**What to work on:** All lines that hold the string "edges" should be copied. Find them in the listing below.

┄┄┄┄┄┄

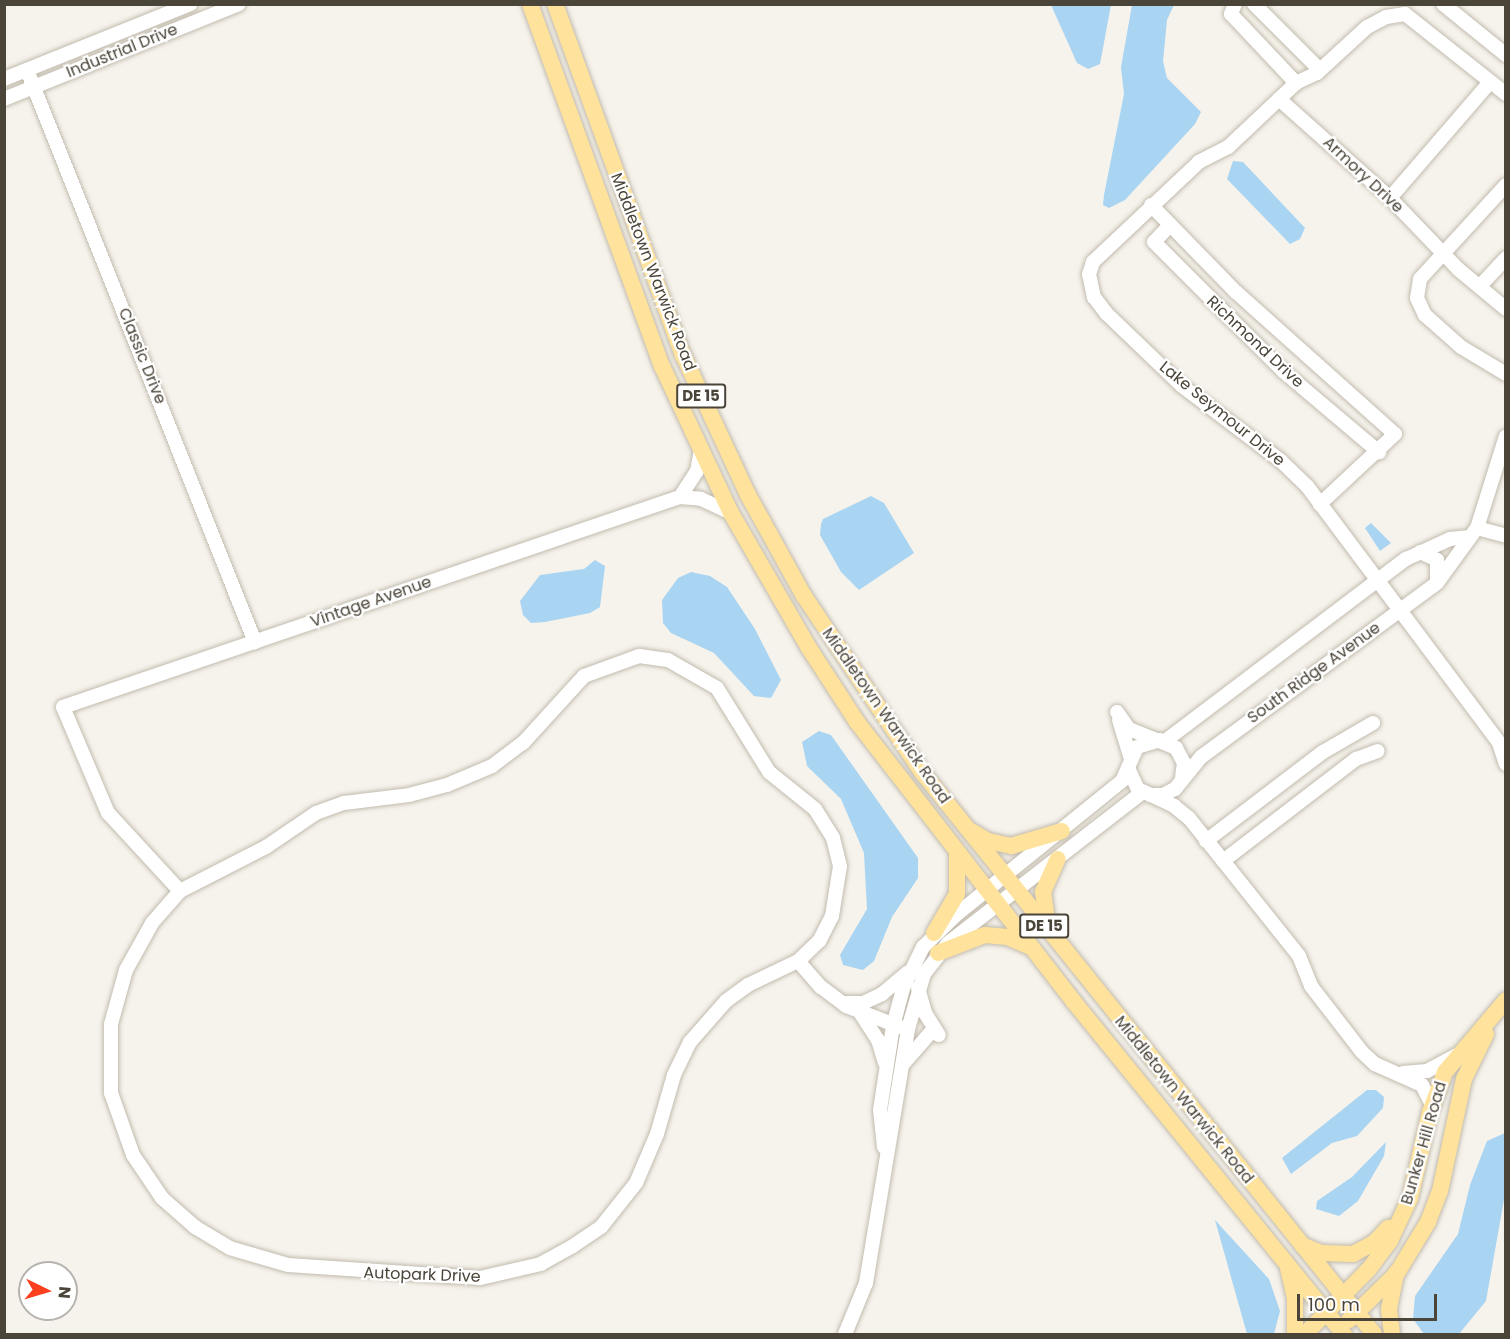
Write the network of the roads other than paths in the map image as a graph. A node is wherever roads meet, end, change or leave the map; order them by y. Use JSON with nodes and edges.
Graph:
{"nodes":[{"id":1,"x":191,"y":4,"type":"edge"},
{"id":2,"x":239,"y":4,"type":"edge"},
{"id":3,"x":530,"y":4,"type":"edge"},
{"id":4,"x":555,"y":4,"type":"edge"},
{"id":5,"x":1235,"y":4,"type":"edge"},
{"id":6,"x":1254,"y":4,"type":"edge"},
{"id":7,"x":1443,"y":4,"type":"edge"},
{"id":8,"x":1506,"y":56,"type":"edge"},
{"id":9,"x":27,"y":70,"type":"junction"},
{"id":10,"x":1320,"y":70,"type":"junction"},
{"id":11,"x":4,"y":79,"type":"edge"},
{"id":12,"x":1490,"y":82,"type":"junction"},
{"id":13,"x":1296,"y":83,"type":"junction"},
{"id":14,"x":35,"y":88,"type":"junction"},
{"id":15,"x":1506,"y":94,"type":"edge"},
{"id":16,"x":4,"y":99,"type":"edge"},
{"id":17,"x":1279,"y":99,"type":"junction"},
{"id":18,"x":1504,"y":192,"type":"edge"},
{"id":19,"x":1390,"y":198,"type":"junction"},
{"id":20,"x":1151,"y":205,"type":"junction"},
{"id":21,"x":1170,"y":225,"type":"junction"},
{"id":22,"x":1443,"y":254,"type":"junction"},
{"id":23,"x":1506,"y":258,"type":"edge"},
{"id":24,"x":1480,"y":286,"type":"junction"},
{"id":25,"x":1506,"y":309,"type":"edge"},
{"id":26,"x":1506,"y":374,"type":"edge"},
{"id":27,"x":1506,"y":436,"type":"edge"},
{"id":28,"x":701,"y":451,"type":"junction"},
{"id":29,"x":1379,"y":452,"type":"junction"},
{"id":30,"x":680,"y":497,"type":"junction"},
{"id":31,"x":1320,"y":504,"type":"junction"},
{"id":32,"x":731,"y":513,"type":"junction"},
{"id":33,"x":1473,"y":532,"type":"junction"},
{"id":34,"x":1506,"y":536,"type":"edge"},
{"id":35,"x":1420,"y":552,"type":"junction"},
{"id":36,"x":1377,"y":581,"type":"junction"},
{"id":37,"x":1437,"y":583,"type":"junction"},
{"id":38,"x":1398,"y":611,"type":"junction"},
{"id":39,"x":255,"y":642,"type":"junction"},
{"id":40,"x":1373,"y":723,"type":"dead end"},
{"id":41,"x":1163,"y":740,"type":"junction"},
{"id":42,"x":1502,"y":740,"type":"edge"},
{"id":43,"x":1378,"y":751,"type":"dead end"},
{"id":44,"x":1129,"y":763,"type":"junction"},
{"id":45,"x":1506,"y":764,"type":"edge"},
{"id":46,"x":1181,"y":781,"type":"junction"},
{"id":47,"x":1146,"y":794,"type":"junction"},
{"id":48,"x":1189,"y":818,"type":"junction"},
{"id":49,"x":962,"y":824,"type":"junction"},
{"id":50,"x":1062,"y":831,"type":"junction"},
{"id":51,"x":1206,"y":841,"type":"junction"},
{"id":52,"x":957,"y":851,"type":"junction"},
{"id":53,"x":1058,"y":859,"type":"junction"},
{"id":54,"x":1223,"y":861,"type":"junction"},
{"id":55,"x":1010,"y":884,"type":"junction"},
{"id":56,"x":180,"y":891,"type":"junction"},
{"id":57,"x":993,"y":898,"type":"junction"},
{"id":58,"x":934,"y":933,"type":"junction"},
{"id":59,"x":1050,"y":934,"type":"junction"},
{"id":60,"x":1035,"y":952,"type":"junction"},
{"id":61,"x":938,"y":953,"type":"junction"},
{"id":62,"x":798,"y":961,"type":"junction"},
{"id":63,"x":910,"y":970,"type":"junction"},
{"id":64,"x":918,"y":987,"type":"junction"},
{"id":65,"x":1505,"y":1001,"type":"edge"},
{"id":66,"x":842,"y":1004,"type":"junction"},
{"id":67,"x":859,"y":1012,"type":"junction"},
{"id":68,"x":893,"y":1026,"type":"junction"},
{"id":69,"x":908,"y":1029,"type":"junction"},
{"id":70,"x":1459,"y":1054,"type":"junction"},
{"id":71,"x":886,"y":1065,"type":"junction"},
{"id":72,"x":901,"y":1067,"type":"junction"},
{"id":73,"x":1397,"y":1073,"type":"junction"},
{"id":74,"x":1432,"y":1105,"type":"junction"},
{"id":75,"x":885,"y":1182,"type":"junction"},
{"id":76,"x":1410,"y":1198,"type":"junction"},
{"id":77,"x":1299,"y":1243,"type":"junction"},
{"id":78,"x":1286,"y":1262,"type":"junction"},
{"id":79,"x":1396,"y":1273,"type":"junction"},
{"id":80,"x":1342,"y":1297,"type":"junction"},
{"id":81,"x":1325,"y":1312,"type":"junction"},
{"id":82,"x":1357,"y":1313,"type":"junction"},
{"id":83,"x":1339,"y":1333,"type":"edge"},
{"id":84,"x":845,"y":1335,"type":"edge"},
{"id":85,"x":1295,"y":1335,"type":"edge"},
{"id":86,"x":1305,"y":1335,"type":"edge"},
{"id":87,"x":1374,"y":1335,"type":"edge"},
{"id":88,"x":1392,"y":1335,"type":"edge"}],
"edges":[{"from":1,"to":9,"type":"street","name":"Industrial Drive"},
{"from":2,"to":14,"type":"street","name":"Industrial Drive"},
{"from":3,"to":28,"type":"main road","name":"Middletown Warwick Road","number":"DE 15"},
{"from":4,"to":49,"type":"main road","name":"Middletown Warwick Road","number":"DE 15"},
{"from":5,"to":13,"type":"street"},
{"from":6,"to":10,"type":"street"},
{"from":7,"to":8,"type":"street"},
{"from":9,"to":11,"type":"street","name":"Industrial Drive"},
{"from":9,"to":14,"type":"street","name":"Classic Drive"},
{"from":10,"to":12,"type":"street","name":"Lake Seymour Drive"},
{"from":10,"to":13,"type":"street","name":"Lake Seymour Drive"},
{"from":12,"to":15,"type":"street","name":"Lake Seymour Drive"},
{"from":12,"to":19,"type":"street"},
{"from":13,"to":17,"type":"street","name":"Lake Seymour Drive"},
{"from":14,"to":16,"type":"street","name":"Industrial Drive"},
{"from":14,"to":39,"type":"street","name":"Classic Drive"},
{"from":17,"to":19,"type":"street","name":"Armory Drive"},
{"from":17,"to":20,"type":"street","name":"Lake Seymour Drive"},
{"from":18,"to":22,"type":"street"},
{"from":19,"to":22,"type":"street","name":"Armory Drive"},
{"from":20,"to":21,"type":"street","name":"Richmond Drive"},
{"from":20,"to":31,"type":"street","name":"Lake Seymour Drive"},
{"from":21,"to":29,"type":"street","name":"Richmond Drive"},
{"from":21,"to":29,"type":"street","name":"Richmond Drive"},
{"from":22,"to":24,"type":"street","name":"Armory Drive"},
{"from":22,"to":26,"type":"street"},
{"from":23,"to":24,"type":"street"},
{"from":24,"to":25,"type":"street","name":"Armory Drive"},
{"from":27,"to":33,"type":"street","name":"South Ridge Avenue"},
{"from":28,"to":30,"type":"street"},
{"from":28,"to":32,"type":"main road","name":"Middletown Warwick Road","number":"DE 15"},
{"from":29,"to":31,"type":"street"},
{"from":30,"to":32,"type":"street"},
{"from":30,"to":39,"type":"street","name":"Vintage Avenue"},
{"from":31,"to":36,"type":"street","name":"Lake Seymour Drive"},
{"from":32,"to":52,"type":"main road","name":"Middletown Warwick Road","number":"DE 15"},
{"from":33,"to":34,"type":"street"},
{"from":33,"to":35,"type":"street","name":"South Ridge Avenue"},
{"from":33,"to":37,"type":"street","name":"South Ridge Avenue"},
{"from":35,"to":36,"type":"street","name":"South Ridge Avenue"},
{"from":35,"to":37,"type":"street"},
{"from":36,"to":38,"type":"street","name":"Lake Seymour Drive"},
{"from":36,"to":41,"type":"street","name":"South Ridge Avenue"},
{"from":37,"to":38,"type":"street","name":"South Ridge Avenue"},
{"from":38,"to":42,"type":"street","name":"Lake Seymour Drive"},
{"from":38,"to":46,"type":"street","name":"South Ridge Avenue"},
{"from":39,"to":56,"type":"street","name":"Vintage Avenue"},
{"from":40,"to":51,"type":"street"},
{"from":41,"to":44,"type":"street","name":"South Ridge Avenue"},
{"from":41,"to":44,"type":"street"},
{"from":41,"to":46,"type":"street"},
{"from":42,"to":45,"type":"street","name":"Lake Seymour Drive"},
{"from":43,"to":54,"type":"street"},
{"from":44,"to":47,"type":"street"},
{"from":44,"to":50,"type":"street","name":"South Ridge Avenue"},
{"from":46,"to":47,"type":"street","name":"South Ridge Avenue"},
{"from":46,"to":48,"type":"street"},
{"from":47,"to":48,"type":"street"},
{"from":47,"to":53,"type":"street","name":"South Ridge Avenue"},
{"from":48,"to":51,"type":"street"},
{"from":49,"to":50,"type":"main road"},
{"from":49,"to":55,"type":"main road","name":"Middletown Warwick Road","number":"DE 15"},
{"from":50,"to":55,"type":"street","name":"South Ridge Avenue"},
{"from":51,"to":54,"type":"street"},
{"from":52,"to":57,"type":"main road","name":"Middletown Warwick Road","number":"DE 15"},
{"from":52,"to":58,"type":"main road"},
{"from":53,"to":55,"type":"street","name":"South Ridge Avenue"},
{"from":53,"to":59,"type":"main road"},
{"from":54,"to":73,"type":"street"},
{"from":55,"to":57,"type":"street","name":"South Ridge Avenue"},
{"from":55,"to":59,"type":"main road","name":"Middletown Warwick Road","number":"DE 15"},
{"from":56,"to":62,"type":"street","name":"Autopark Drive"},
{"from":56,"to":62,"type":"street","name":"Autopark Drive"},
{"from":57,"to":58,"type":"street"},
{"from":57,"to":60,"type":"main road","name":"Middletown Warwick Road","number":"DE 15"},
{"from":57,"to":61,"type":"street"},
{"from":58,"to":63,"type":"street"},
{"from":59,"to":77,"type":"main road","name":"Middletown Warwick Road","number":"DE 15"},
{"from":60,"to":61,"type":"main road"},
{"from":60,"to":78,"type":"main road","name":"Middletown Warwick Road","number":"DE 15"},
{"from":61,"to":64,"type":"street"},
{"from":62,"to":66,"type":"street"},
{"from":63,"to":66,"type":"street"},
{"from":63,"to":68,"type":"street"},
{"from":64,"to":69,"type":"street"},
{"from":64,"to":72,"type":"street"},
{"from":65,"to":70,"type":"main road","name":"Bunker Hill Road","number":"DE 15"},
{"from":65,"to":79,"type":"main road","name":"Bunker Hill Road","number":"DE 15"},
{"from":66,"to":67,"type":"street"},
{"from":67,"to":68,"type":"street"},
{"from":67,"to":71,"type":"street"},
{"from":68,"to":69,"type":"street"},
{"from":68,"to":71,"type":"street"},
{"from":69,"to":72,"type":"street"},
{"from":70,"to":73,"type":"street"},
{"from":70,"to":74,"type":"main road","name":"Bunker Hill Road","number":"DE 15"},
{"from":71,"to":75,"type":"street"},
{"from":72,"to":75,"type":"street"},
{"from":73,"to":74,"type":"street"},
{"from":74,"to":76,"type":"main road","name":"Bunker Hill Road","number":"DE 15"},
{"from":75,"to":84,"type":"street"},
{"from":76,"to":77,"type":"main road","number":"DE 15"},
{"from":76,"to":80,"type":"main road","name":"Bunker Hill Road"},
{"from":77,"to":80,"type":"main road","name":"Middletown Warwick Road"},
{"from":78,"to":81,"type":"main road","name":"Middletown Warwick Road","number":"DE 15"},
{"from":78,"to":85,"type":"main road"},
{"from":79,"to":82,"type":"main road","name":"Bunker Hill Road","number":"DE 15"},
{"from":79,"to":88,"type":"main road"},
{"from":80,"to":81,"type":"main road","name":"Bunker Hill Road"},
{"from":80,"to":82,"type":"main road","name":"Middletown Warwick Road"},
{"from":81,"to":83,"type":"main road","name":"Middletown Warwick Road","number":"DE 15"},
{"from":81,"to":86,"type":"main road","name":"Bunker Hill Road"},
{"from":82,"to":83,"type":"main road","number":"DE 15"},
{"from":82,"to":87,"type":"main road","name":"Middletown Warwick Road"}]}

┄┄┄┄┄┄

**Reply:**
Write the network of the roads other than paths in the map image as a graph. A node is wherever roads meet, end, change or leave the map; order them by y. Use JSON with nodes and edges.
"edges":[{"from":1,"to":9,"type":"street","name":"Industrial Drive"},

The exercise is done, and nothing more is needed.